Caserta, la reggiaC’era una volta, era il lontano 1751, un re, Carlo III di Borbone, che desiderava una maestosa, scenografica, sontuosa abitazione. Chiamò allora un famoso architetto, Luigi Vanvitelli, per progettarla a Caserta.

A quel tempo la casa della famiglia reale doveva avere abbastanza stanze per ospitare nobili e servitù di corte, abbastanza tappezzerie di seta, abbastanza decori ovviamente tutti d’oro zecchino, abbastanza specchi e cristalli, in modo da risultare sempre la residenza più bella del regno. Doveva essere quantomeno al pari di quella di Versailles!

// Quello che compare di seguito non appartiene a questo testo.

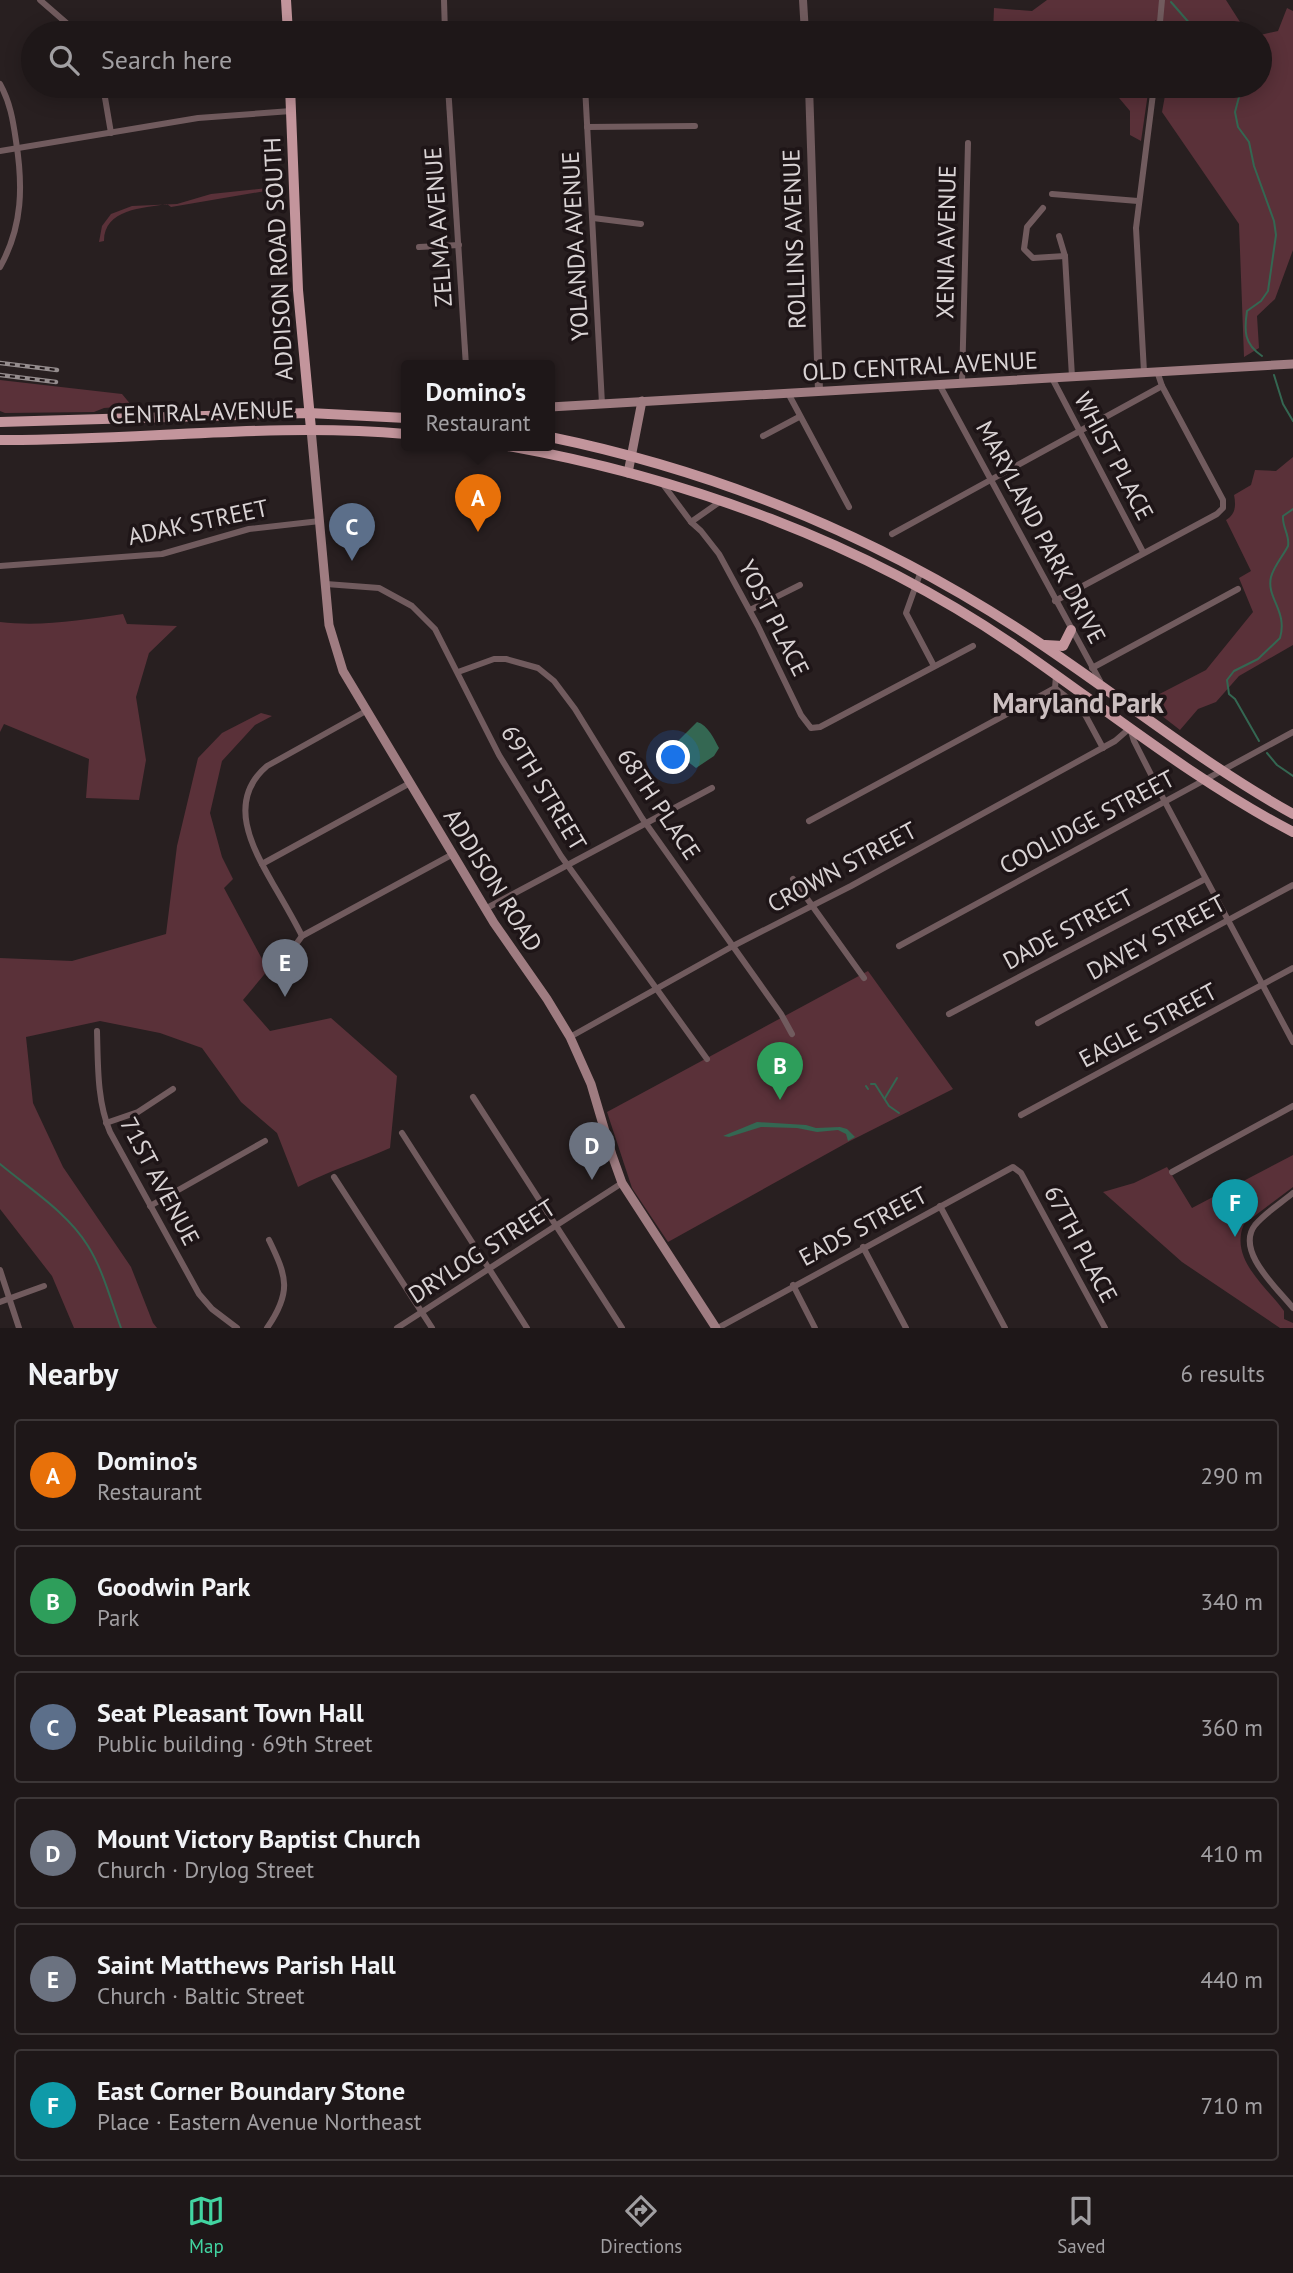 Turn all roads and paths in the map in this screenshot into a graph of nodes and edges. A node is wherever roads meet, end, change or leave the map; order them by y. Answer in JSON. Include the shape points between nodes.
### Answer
{"nodes":[{"id":1,"x":40,"y":0,"type":"edge"},
{"id":2,"x":286,"y":0,"type":"edge"},
{"id":3,"x":443,"y":0,"type":"edge"},
{"id":4,"x":803,"y":0,"type":"edge"},
{"id":5,"x":1162,"y":0,"type":"edge"},
{"id":6,"x":64,"y":21,"type":"edge"},
{"id":7,"x":287,"y":21,"type":"edge"},
{"id":8,"x":444,"y":21,"type":"edge"},
{"id":9,"x":804,"y":21,"type":"edge"},
{"id":10,"x":1160,"y":21,"type":"edge"},
{"id":11,"x":0,"y":84,"type":"edge"},
{"id":12,"x":105,"y":98,"type":"edge"},
{"id":13,"x":290,"y":98,"type":"edge"},
{"id":14,"x":449,"y":98,"type":"edge"},
{"id":15,"x":586,"y":98,"type":"edge"},
{"id":16,"x":809,"y":98,"type":"edge"},
{"id":17,"x":1152,"y":98,"type":"edge"},
{"id":18,"x":291,"y":111,"type":"junction"},
{"id":19,"x":695,"y":126,"type":"dead end"},
{"id":20,"x":587,"y":127,"type":"junction"},
{"id":21,"x":111,"y":133,"type":"junction"},
{"id":22,"x":968,"y":143,"type":"dead end"},
{"id":23,"x":17,"y":148,"type":"junction"},
{"id":24,"x":0,"y":151,"type":"edge"},
{"id":25,"x":1052,"y":194,"type":"dead end"},
{"id":26,"x":1138,"y":201,"type":"junction"},
{"id":27,"x":1043,"y":208,"type":"dead end"},
{"id":28,"x":593,"y":218,"type":"junction"},
{"id":29,"x":641,"y":224,"type":"dead end"},
{"id":30,"x":1059,"y":236,"type":"dead end"},
{"id":31,"x":459,"y":245,"type":"junction"},
{"id":32,"x":419,"y":247,"type":"dead end"},
{"id":33,"x":1065,"y":256,"type":"junction"},
{"id":34,"x":0,"y":267,"type":"edge"},
{"id":35,"x":466,"y":360,"type":"edge"},
{"id":36,"x":1293,"y":364,"type":"edge"},
{"id":37,"x":1157,"y":371,"type":"junction"},
{"id":38,"x":1144,"y":372,"type":"junction"},
{"id":39,"x":1072,"y":377,"type":"junction"},
{"id":40,"x":1052,"y":378,"type":"junction"},
{"id":41,"x":962,"y":383,"type":"junction"},
{"id":42,"x":939,"y":384,"type":"junction"},
{"id":43,"x":1162,"y":386,"type":"junction"},
{"id":44,"x":819,"y":391,"type":"junction"},
{"id":45,"x":788,"y":393,"type":"junction"},
{"id":46,"x":642,"y":401,"type":"junction"},
{"id":47,"x":602,"y":404,"type":"junction"},
{"id":48,"x":555,"y":407,"type":"edge"},
{"id":49,"x":309,"y":413,"type":"junction"},
{"id":50,"x":161,"y":416,"type":"junction"},
{"id":51,"x":401,"y":417,"type":"edge"},
{"id":52,"x":799,"y":417,"type":"junction"},
{"id":53,"x":0,"y":422,"type":"edge"},
{"id":54,"x":311,"y":429,"type":"junction"},
{"id":55,"x":1079,"y":432,"type":"junction"},
{"id":56,"x":401,"y":434,"type":"edge"},
{"id":57,"x":763,"y":436,"type":"dead end"},
{"id":58,"x":104,"y":438,"type":"junction"},
{"id":59,"x":555,"y":439,"type":"edge"},
{"id":60,"x":0,"y":440,"type":"edge"},
{"id":61,"x":530,"y":451,"type":"edge"},
{"id":62,"x":631,"y":456,"type":"junction"},
{"id":63,"x":628,"y":473,"type":"junction"},
{"id":64,"x":990,"y":481,"type":"junction"},
{"id":65,"x":661,"y":482,"type":"junction"},
{"id":66,"x":721,"y":501,"type":"junction"},
{"id":67,"x":849,"y":507,"type":"dead end"},
{"id":68,"x":320,"y":521,"type":"junction"},
{"id":69,"x":691,"y":522,"type":"junction"},
{"id":70,"x":892,"y":534,"type":"dead end"},
{"id":71,"x":1143,"y":552,"type":"junction"},
{"id":72,"x":0,"y":566,"type":"edge"},
{"id":73,"x":921,"y":571,"type":"junction"},
{"id":74,"x":326,"y":584,"type":"junction"},
{"id":75,"x":800,"y":585,"type":"dead end"},
{"id":76,"x":914,"y":587,"type":"junction"},
{"id":77,"x":1238,"y":589,"type":"dead end"},
{"id":78,"x":1055,"y":601,"type":"junction"},
{"id":79,"x":750,"y":610,"type":"junction"},
{"id":80,"x":1071,"y":630,"type":"junction"},
{"id":81,"x":1042,"y":645,"type":"junction"},
{"id":82,"x":973,"y":646,"type":"dead end"},
{"id":83,"x":934,"y":666,"type":"junction"},
{"id":84,"x":1092,"y":668,"type":"junction"},
{"id":85,"x":458,"y":672,"type":"junction"},
{"id":86,"x":1055,"y":682,"type":"junction"},
{"id":87,"x":1112,"y":696,"type":"junction"},
{"id":88,"x":366,"y":711,"type":"junction"},
{"id":89,"x":1130,"y":728,"type":"junction"},
{"id":90,"x":1293,"y":732,"type":"edge"},
{"id":91,"x":1103,"y":748,"type":"junction"},
{"id":92,"x":1222,"y":772,"type":"junction"},
{"id":93,"x":1205,"y":781,"type":"junction"},
{"id":94,"x":410,"y":783,"type":"junction"},
{"id":95,"x":712,"y":788,"type":"dead end"},
{"id":96,"x":1165,"y":802,"type":"junction"},
{"id":97,"x":1293,"y":814,"type":"edge"},
{"id":98,"x":809,"y":821,"type":"dead end"},
{"id":99,"x":646,"y":824,"type":"junction"},
{"id":100,"x":1293,"y":832,"type":"edge"},
{"id":101,"x":453,"y":854,"type":"junction"},
{"id":102,"x":262,"y":863,"type":"junction"},
{"id":103,"x":567,"y":865,"type":"junction"},
{"id":104,"x":793,"y":879,"type":"dead end"},
{"id":105,"x":1205,"y":879,"type":"junction"},
{"id":106,"x":1293,"y":885,"type":"edge"},
{"id":107,"x":813,"y":905,"type":"junction"},
{"id":108,"x":485,"y":909,"type":"junction"},
{"id":109,"x":1227,"y":920,"type":"junction"},
{"id":110,"x":302,"y":936,"type":"junction"},
{"id":111,"x":733,"y":946,"type":"junction"},
{"id":112,"x":899,"y":946,"type":"dead end"},
{"id":113,"x":1293,"y":968,"type":"edge"},
{"id":114,"x":864,"y":978,"type":"dead end"},
{"id":115,"x":286,"y":981,"type":"dead end"},
{"id":116,"x":1262,"y":985,"type":"junction"},
{"id":117,"x":656,"y":988,"type":"junction"},
{"id":118,"x":948,"y":1014,"type":"dead end"},
{"id":119,"x":1038,"y":1023,"type":"dead end"},
{"id":120,"x":97,"y":1031,"type":"dead end"},
{"id":121,"x":792,"y":1034,"type":"dead end"},
{"id":122,"x":570,"y":1037,"type":"junction"},
{"id":123,"x":1293,"y":1042,"type":"edge"},
{"id":124,"x":707,"y":1059,"type":"dead end"},
{"id":125,"x":173,"y":1089,"type":"dead end"},
{"id":126,"x":473,"y":1097,"type":"dead end"},
{"id":127,"x":1293,"y":1106,"type":"edge"},
{"id":128,"x":1021,"y":1115,"type":"dead end"},
{"id":129,"x":106,"y":1123,"type":"junction"},
{"id":130,"x":402,"y":1133,"type":"dead end"},
{"id":131,"x":265,"y":1141,"type":"dead end"},
{"id":132,"x":1172,"y":1172,"type":"dead end"},
{"id":133,"x":334,"y":1177,"type":"dead end"},
{"id":134,"x":1023,"y":1177,"type":"joint"},
{"id":135,"x":622,"y":1183,"type":"junction"},
{"id":136,"x":1293,"y":1193,"type":"edge"},
{"id":137,"x":150,"y":1206,"type":"junction"},
{"id":138,"x":940,"y":1206,"type":"junction"},
{"id":139,"x":555,"y":1226,"type":"junction"},
{"id":140,"x":269,"y":1240,"type":"dead end"},
{"id":141,"x":863,"y":1247,"type":"junction"},
{"id":142,"x":489,"y":1269,"type":"junction"},
{"id":143,"x":0,"y":1270,"type":"edge"},
{"id":144,"x":793,"y":1285,"type":"junction"},
{"id":145,"x":44,"y":1286,"type":"dead end"},
{"id":146,"x":9,"y":1299,"type":"junction"},
{"id":147,"x":0,"y":1302,"type":"edge"},
{"id":148,"x":1293,"y":1308,"type":"edge"},
{"id":149,"x":422,"y":1312,"type":"junction"},
{"id":150,"x":19,"y":1328,"type":"edge"},
{"id":151,"x":237,"y":1328,"type":"edge"},
{"id":152,"x":267,"y":1328,"type":"edge"},
{"id":153,"x":397,"y":1328,"type":"edge"},
{"id":154,"x":432,"y":1328,"type":"edge"},
{"id":155,"x":527,"y":1328,"type":"edge"},
{"id":156,"x":622,"y":1328,"type":"edge"},
{"id":157,"x":717,"y":1328,"type":"edge"},
{"id":158,"x":816,"y":1328,"type":"edge"},
{"id":159,"x":906,"y":1328,"type":"edge"},
{"id":160,"x":1005,"y":1328,"type":"edge"},
{"id":161,"x":1105,"y":1328,"type":"edge"}],
"edges":[{"from":1,"to":6,"type":"street"},
{"from":2,"to":7,"type":"main road"},
{"from":3,"to":8,"type":"street"},
{"from":4,"to":9,"type":"street"},
{"from":5,"to":10,"type":"street"},
{"from":11,"to":23,"type":"street","via":[[11,108]]},
{"from":12,"to":21,"type":"street"},
{"from":13,"to":18,"type":"main road","name":"ADDISON ROAD SOUTH"},
{"from":14,"to":31,"type":"street","name":"ZELMA AVENUE"},
{"from":15,"to":20,"type":"street","name":"YOLANDA AVENUE"},
{"from":16,"to":44,"type":"street","name":"ROLLINS AVENUE"},
{"from":17,"to":26,"type":"street"},
{"from":18,"to":21,"type":"street","via":[[198,118]]},
{"from":18,"to":49,"type":"main road","name":"ADDISON ROAD SOUTH","via":[[298,290]]},
{"from":19,"to":20,"type":"street"},
{"from":20,"to":28,"type":"street","name":"YOLANDA AVENUE"},
{"from":21,"to":23,"type":"street"},
{"from":22,"to":41,"type":"street","name":"XENIA AVENUE"},
{"from":23,"to":24,"type":"street"},
{"from":23,"to":34,"type":"street","via":[[19,214]]},
{"from":25,"to":26,"type":"street"},
{"from":26,"to":38,"type":"street"},
{"from":27,"to":33,"type":"street","via":[[1027,227],[1024,250],[1033,258]]},
{"from":28,"to":29,"type":"street"},
{"from":28,"to":47,"type":"street","name":"YOLANDA AVENUE"},
{"from":30,"to":33,"type":"street"},
{"from":31,"to":32,"type":"street"},
{"from":31,"to":35,"type":"street","name":"ZELMA AVENUE"},
{"from":33,"to":39,"type":"street"},
{"from":36,"to":37,"type":"main road","name":"OLD CENTRAL AVENUE"},
{"from":37,"to":38,"type":"main road","name":"OLD CENTRAL AVENUE"},
{"from":37,"to":43,"type":"street"},
{"from":38,"to":39,"type":"main road","name":"OLD CENTRAL AVENUE"},
{"from":39,"to":40,"type":"main road","name":"OLD CENTRAL AVENUE"},
{"from":40,"to":41,"type":"main road","name":"OLD CENTRAL AVENUE"},
{"from":40,"to":55,"type":"street","name":"WHIST PLACE"},
{"from":41,"to":42,"type":"main road","name":"OLD CENTRAL AVENUE"},
{"from":42,"to":44,"type":"main road","name":"OLD CENTRAL AVENUE"},
{"from":42,"to":64,"type":"street","name":"MARYLAND PARK DRIVE"},
{"from":43,"to":55,"type":"street"},
{"from":43,"to":71,"type":"street","via":[[1224,502],[1221,511]]},
{"from":44,"to":45,"type":"main road","name":"OLD CENTRAL AVENUE"},
{"from":45,"to":46,"type":"main road","name":"OLD CENTRAL AVENUE"},
{"from":45,"to":52,"type":"street"},
{"from":46,"to":47,"type":"main road","name":"OLD CENTRAL AVENUE"},
{"from":46,"to":62,"type":"main road"},
{"from":47,"to":48,"type":"main road","name":"OLD CENTRAL AVENUE"},
{"from":49,"to":50,"type":"main road","name":"CENTRAL AVENUE"},
{"from":49,"to":51,"type":"main road","name":"CENTRAL AVENUE"},
{"from":49,"to":54,"type":"main road","name":"ADDISON ROAD SOUTH"},
{"from":50,"to":53,"type":"main road","name":"CENTRAL AVENUE"},
{"from":50,"to":58,"type":"main road","via":[[152,428],[125,430]]},
{"from":52,"to":57,"type":"street"},
{"from":52,"to":67,"type":"street"},
{"from":54,"to":56,"type":"main road","name":"CENTRAL AVENUE"},
{"from":54,"to":58,"type":"main road","name":"CENTRAL AVENUE"},
{"from":54,"to":68,"type":"main road","name":"ADDISON ROAD"},
{"from":55,"to":64,"type":"street"},
{"from":55,"to":71,"type":"street","name":"WHIST PLACE"},
{"from":58,"to":60,"type":"main road","name":"CENTRAL AVENUE"},
{"from":59,"to":62,"type":"main road"},
{"from":61,"to":63,"type":"main road"},
{"from":62,"to":63,"type":"main road"},
{"from":62,"to":73,"type":"main road","via":[[755,495]]},
{"from":63,"to":65,"type":"main road"},
{"from":64,"to":70,"type":"street"},
{"from":64,"to":78,"type":"street","name":"MARYLAND PARK DRIVE"},
{"from":65,"to":66,"type":"main road"},
{"from":65,"to":69,"type":"street","name":"YOST PLACE"},
{"from":66,"to":69,"type":"street"},
{"from":66,"to":76,"type":"main road","via":[[812,536]]},
{"from":68,"to":72,"type":"street","name":"ADAK STREET","via":[[249,529],[150,556]]},
{"from":68,"to":74,"type":"main road","name":"ADDISON ROAD"},
{"from":69,"to":79,"type":"street","name":"YOST PLACE","via":[[719,554]]},
{"from":71,"to":78,"type":"street"},
{"from":73,"to":76,"type":"street"},
{"from":73,"to":81,"type":"main road"},
{"from":74,"to":85,"type":"street","name":"69TH STREET","via":[[371,586],[402,599],[435,629]]},
{"from":74,"to":88,"type":"main road","name":"ADDISON ROAD","via":[[337,656]]},
{"from":75,"to":79,"type":"street"},
{"from":76,"to":83,"type":"street","via":[[906,613]]},
{"from":76,"to":86,"type":"main road","via":[[989,630]]},
{"from":77,"to":84,"type":"street"},
{"from":78,"to":80,"type":"street","name":"MARYLAND PARK DRIVE"},
{"from":79,"to":83,"type":"street","name":"YOST PLACE","via":[[811,728]]},
{"from":80,"to":81,"type":"main road","via":[[1063,646]]},
{"from":80,"to":84,"type":"street","name":"MARYLAND PARK DRIVE"},
{"from":81,"to":87,"type":"main road"},
{"from":82,"to":83,"type":"street"},
{"from":84,"to":87,"type":"street","name":"MARYLAND PARK DRIVE"},
{"from":85,"to":99,"type":"street","name":"68TH PLACE","via":[[506,659],[547,674],[575,709]]},
{"from":85,"to":103,"type":"street","name":"69TH STREET","via":[[505,765]]},
{"from":86,"to":89,"type":"main road"},
{"from":86,"to":91,"type":"street","via":[[1082,709]]},
{"from":86,"to":98,"type":"street"},
{"from":87,"to":92,"type":"main road"},
{"from":88,"to":94,"type":"main road","name":"ADDISON ROAD"},
{"from":88,"to":102,"type":"street","via":[[273,762],[256,779],[245,820]]},
{"from":89,"to":91,"type":"street","name":"CROWN STREET"},
{"from":89,"to":93,"type":"main road"},
{"from":89,"to":96,"type":"street"},
{"from":90,"to":92,"type":"street","name":"COOLIDGE STREET"},
{"from":91,"to":107,"type":"street","name":"CROWN STREET"},
{"from":92,"to":93,"type":"street","name":"COOLIDGE STREET"},
{"from":92,"to":97,"type":"main road"},
{"from":93,"to":96,"type":"street","name":"COOLIDGE STREET"},
{"from":93,"to":100,"type":"main road"},
{"from":94,"to":101,"type":"main road","name":"ADDISON ROAD"},
{"from":94,"to":102,"type":"street"},
{"from":95,"to":99,"type":"street"},
{"from":96,"to":105,"type":"street"},
{"from":96,"to":112,"type":"street","name":"COOLIDGE STREET"},
{"from":99,"to":103,"type":"street"},
{"from":99,"to":111,"type":"street","name":"68TH PLACE"},
{"from":101,"to":108,"type":"main road","name":"ADDISON ROAD"},
{"from":101,"to":110,"type":"street"},
{"from":102,"to":110,"type":"street"},
{"from":103,"to":108,"type":"street"},
{"from":103,"to":117,"type":"street","name":"69TH STREET"},
{"from":104,"to":107,"type":"street"},
{"from":105,"to":109,"type":"street"},
{"from":105,"to":118,"type":"street","name":"DADE STREET"},
{"from":106,"to":109,"type":"street","name":"DAVEY STREET"},
{"from":107,"to":111,"type":"street","name":"CROWN STREET"},
{"from":107,"to":114,"type":"street"},
{"from":108,"to":122,"type":"main road","name":"ADDISON ROAD"},
{"from":109,"to":116,"type":"street"},
{"from":109,"to":119,"type":"street","name":"DAVEY STREET"},
{"from":110,"to":115,"type":"street","via":[[294,947]]},
{"from":111,"to":117,"type":"street","name":"CROWN STREET"},
{"from":111,"to":121,"type":"street","name":"68TH PLACE"},
{"from":113,"to":116,"type":"street","name":"EAGLE STREET"},
{"from":116,"to":123,"type":"street"},
{"from":116,"to":128,"type":"street","name":"EAGLE STREET"},
{"from":117,"to":122,"type":"street","name":"CROWN STREET"},
{"from":117,"to":124,"type":"street","name":"69TH STREET"},
{"from":120,"to":129,"type":"street","name":"71ST AVENUE"},
{"from":122,"to":135,"type":"main road","name":"ADDISON ROAD","via":[[591,1084]]},
{"from":125,"to":129,"type":"street","via":[[138,1112]]},
{"from":126,"to":139,"type":"street"},
{"from":127,"to":132,"type":"street"},
{"from":129,"to":137,"type":"street","name":"71ST AVENUE"},
{"from":130,"to":142,"type":"street"},
{"from":131,"to":137,"type":"street"},
{"from":133,"to":149,"type":"street"},
{"from":134,"to":138,"type":"street","name":"EADS STREET","via":[[1011,1167]]},
{"from":134,"to":161,"type":"street","name":"67TH PLACE"},
{"from":135,"to":139,"type":"street","name":"DRYLOG STREET"},
{"from":135,"to":157,"type":"main road","name":"ADDISON ROAD"},
{"from":136,"to":148,"type":"street","via":[[1250,1234],[1250,1253]]},
{"from":137,"to":151,"type":"street","name":"71ST AVENUE","via":[[199,1294]]},
{"from":138,"to":141,"type":"street","name":"EADS STREET"},
{"from":138,"to":160,"type":"street"},
{"from":139,"to":142,"type":"street","name":"DRYLOG STREET"},
{"from":139,"to":156,"type":"street"},
{"from":140,"to":152,"type":"street","via":[[285,1283],[281,1304]]},
{"from":141,"to":144,"type":"street","name":"EADS STREET"},
{"from":141,"to":159,"type":"street"},
{"from":142,"to":149,"type":"street","name":"DRYLOG STREET"},
{"from":142,"to":155,"type":"street"},
{"from":143,"to":146,"type":"street"},
{"from":144,"to":157,"type":"street","name":"EADS STREET"},
{"from":144,"to":158,"type":"street"},
{"from":145,"to":146,"type":"street"},
{"from":146,"to":147,"type":"street"},
{"from":146,"to":150,"type":"street"},
{"from":149,"to":153,"type":"street","name":"DRYLOG STREET"},
{"from":149,"to":154,"type":"street"}]}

Tutto vero, sotto i nostri occhi, quando si visita l’Appartamento del Re con la Sala del Trono e il Salone delle feste.

Per poi arrivare davanti al Presepe del Settecento. Guarda tutte quelle figurine in terracotta, legno e fil di ferro. A quei tempi, per fare il presepe, si impiegavano intere giornate e intervenivano tutte le dame di corte e le principesse, non solo artisti, sarti (per i vestiti dei personaggi) e pittori. Addirittura il Re in persona si divertiva a renderlo ogni anno più bello.

Tutt’intorno i giardini. Siamo in Italia ma questi sono anche giardini all’inglese, con boschi e fiumi. Ma quanti giardinieri c’erano per tenerli così belli? Oggi non sono più di 20 ma allora si contavano a centinaia, e alcuni (tra cui il capo progetto) arrivavano direttamente dall’Inghilterra.

Sparse tra i prati le fontane e le vasche, dove zampilla l’acqua della Grande Cascata, che precipita con un salto grandioso (e rumoroso) di 78 m d’altezza. Il re in persona si divertiva con delle battaglie navali nel lago artificiale con l’impiego di modellini navali costruiti apposta!

 

Reggia da film

Lo sai che nella Reggia di Caserta son stati girati un sacco di film? Anche George Lucas ci ha ambientato i primi due episodi di Star Wars! Provate a guardare le scene con la reggia del pianeta Naboo.

 

I bagni, questi sconosciuti

Ma ci sono i bagni da qualche parte? A quei tempi ci si lavava davvero poco, spesso vestiti o solo con spugnature!

A Caserta c’è uno dei primissimi bidet della storia! Lo volle a tutti i costi nella sua camera la regina Maria Carolina d’Asburgo.

 Portafortuna

A Caserta, non bisogna dimenticarsi (far) di comprare gli spiritelli portafortuna. Piccoli cocci di terracotta dipinta a mano in cui, secondo la leggenda, dimorano i folletti di Caserta vecchia.Si dice che se si rompono per caso (non dovete farlo voi!) il desiderio che contengono si avvera.